Read the entries below and pull out each line with the string "paths".

Supplied records ->
%%

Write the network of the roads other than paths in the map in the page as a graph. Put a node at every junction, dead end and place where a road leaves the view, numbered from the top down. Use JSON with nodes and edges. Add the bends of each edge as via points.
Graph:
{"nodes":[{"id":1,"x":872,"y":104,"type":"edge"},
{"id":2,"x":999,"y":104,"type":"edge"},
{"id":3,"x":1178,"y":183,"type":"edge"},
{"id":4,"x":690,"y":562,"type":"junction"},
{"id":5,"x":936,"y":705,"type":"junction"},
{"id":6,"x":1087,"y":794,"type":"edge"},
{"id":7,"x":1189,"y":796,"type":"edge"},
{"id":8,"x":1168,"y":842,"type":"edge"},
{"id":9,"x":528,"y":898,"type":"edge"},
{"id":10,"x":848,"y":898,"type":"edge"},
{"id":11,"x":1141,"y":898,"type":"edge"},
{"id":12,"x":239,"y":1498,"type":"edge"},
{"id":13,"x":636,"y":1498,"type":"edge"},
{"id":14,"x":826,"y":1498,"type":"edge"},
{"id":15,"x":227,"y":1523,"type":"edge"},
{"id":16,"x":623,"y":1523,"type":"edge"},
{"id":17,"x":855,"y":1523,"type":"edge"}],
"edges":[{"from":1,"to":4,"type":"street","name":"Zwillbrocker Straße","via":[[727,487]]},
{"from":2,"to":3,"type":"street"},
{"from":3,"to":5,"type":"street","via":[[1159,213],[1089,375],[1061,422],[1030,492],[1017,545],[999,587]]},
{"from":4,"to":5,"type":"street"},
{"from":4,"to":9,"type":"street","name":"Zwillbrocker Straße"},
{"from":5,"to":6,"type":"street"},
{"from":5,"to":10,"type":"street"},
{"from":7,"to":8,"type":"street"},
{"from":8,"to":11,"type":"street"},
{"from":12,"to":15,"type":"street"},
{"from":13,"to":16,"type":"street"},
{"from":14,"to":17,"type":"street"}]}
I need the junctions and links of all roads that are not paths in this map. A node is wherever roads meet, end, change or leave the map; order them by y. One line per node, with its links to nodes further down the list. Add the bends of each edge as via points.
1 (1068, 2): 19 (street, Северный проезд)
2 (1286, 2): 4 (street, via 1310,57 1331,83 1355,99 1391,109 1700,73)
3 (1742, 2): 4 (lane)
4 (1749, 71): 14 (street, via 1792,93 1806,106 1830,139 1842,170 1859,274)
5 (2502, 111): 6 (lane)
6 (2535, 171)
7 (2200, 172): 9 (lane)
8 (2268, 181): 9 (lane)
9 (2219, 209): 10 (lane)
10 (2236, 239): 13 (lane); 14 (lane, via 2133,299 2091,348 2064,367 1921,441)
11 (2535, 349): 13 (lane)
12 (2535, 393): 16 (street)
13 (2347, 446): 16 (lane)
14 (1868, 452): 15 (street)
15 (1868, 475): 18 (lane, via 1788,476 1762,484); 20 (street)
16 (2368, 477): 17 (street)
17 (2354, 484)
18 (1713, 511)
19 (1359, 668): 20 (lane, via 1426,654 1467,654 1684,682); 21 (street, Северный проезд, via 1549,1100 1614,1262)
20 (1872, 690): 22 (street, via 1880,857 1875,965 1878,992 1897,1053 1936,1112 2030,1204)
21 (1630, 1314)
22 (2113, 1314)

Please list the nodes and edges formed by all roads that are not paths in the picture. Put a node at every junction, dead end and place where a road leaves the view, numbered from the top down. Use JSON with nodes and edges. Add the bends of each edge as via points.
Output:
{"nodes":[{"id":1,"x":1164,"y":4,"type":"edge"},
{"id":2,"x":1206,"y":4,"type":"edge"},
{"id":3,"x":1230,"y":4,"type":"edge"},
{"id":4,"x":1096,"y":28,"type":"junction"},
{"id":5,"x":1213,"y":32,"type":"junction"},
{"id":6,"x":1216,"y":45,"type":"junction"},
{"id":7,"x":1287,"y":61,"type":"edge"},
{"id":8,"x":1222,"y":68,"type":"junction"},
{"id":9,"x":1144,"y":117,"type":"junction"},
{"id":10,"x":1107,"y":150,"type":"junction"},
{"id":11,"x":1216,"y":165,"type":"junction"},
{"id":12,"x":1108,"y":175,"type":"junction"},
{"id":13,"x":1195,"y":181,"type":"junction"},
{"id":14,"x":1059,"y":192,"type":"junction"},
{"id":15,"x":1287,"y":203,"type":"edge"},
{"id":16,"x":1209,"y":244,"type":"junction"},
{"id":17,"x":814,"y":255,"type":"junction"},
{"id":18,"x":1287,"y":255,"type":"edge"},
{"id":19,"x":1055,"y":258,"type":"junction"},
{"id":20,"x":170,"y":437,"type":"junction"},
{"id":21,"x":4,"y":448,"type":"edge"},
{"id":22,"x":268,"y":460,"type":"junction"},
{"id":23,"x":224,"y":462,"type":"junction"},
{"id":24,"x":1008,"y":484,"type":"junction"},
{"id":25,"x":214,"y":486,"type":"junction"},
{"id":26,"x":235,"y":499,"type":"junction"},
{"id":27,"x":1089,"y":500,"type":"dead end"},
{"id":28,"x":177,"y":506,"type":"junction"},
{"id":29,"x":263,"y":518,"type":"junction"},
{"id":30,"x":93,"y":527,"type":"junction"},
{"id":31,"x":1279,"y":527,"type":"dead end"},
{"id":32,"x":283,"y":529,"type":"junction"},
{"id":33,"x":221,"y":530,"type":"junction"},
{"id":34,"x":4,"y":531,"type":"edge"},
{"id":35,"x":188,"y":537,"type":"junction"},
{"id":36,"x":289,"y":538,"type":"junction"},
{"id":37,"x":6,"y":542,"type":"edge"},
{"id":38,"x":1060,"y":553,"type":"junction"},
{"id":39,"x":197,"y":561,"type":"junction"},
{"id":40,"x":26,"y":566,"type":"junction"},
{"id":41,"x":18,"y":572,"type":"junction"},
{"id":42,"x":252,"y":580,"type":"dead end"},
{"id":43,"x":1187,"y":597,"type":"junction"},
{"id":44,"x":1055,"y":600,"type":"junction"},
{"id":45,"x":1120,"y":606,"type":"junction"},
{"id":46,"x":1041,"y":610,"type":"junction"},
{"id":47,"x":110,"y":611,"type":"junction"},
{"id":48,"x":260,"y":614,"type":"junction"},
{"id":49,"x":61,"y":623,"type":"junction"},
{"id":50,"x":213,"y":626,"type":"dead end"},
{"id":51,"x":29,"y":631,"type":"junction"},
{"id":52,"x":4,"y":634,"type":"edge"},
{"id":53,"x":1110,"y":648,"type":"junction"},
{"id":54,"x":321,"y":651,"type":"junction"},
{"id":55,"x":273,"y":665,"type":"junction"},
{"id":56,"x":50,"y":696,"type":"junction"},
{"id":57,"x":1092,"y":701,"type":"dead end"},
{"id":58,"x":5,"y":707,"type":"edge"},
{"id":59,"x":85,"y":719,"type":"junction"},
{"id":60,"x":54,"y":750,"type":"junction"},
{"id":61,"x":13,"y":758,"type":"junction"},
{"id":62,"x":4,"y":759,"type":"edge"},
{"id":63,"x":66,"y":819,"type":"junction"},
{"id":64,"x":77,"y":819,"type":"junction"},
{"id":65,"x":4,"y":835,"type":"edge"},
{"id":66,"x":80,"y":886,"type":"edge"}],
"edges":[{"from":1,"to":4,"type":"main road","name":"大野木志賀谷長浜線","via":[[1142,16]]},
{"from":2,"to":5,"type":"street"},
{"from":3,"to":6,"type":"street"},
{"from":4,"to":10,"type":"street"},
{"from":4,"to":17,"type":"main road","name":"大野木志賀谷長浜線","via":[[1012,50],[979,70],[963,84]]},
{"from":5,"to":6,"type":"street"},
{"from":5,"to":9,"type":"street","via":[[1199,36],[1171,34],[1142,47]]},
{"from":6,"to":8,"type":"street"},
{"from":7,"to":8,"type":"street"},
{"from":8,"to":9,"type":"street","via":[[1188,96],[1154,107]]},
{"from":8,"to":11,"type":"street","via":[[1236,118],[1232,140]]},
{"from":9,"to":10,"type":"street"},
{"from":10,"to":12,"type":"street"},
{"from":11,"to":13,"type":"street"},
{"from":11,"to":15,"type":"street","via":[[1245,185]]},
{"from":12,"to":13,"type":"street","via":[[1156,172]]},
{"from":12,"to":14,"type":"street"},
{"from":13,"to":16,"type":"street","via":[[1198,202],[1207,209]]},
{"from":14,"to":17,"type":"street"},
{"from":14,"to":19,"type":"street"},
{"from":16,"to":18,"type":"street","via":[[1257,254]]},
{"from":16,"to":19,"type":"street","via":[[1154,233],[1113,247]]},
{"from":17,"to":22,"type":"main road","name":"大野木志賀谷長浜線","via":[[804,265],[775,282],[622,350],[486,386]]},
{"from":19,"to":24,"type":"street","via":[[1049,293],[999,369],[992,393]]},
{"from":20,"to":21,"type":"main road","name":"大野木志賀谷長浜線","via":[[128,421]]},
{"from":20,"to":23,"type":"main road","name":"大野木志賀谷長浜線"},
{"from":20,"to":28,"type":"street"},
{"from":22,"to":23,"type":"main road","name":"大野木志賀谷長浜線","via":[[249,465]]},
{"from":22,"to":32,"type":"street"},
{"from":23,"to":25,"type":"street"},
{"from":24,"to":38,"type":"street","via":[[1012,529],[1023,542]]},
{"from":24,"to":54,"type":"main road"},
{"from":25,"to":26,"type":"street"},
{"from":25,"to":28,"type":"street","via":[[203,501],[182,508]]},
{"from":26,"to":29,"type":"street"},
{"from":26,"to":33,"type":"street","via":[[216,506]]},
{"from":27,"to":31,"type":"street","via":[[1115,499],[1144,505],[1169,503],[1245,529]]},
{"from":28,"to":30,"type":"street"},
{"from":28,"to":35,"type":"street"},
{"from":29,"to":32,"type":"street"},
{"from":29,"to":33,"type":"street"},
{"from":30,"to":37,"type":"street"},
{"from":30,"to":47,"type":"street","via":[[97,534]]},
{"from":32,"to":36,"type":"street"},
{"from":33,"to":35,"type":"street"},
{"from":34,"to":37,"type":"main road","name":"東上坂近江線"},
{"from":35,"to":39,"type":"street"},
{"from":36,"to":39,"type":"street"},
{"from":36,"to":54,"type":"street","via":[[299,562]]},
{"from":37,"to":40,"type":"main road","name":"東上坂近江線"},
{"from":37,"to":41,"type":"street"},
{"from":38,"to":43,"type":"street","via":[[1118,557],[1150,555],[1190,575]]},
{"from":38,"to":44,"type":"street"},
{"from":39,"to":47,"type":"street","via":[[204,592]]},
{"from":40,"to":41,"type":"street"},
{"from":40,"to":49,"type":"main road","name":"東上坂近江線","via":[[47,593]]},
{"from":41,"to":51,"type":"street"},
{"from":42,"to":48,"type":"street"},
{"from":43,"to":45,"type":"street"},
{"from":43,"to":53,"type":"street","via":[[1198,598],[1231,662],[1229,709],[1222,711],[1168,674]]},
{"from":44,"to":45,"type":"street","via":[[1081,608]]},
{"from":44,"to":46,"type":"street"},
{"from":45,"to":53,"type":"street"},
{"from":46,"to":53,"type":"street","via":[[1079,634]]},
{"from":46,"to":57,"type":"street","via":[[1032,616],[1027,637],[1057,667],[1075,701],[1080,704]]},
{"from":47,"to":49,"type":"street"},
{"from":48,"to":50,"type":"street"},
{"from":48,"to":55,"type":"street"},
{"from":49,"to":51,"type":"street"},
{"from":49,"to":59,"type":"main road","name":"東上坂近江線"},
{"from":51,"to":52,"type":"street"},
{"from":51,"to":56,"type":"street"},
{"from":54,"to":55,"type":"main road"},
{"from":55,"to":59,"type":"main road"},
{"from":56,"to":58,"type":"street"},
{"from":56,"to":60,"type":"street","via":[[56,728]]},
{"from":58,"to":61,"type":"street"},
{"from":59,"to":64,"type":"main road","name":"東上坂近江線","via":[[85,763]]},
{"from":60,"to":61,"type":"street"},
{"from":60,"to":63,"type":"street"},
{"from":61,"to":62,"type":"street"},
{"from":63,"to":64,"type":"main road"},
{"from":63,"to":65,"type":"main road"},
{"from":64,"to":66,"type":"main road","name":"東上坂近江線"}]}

%%

Output for this task ->
Write the network of the roads other than paths in the map in the page as a graph. Put a node at every junction, dead end and place where a road leaves the view, numbered from the top down. Use JSON with nodes and edges. Add the bends of each edge as via points.
I need the junctions and links of all roads that are not paths in this map. A node is wherever roads meet, end, change or leave the map; order them by y. One line per node, with its links to nodes further down the list. Add the bends of each edge as via points.
Please list the nodes and edges formed by all roads that are not paths in the picture. Put a node at every junction, dead end and place where a road leaves the view, numbered from the top down. Use JSON with nodes and edges. Add the bends of each edge as via points.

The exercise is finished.